_INSTRUCTIONS FOR THE TASK:_ Lines in the entries below where the word "شارع" shows up should each be copied.
=== SOURCE MATERIAL ===
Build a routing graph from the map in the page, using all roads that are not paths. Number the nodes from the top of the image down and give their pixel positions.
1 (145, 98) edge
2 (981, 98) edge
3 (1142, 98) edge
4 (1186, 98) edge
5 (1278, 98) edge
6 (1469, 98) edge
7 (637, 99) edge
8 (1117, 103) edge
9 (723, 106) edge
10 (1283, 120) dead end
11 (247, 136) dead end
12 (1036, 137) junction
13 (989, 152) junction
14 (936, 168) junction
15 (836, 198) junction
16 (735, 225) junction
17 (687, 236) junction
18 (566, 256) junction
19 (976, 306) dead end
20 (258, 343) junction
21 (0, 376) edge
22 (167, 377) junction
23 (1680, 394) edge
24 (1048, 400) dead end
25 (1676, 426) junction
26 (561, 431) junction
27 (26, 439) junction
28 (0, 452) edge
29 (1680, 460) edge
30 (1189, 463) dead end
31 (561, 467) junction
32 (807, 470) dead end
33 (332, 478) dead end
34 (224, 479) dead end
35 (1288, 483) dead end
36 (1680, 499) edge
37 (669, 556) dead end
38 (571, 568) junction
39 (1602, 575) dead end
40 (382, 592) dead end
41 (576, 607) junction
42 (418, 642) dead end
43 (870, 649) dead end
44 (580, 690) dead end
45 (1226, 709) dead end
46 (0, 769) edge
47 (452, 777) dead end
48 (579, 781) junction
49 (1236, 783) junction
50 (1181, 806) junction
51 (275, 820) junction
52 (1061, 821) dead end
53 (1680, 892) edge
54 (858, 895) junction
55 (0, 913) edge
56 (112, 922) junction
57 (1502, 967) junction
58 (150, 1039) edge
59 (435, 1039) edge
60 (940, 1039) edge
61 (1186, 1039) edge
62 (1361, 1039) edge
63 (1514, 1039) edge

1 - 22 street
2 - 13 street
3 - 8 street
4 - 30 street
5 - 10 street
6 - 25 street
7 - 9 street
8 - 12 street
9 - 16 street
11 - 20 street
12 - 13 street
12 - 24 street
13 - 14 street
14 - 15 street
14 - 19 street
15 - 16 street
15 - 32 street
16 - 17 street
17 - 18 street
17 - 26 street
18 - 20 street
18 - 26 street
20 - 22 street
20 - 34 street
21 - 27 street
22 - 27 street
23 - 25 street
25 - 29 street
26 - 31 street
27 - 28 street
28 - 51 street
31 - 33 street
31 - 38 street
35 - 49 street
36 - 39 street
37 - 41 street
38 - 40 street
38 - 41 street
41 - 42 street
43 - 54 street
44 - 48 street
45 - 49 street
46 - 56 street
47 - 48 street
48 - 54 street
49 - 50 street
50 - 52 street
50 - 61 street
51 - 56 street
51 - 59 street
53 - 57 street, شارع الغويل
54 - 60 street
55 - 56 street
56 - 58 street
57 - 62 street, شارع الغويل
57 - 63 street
===
_ANSWER SPACE:_
53 - 57 street, شارع الغويل
57 - 62 street, شارع الغويل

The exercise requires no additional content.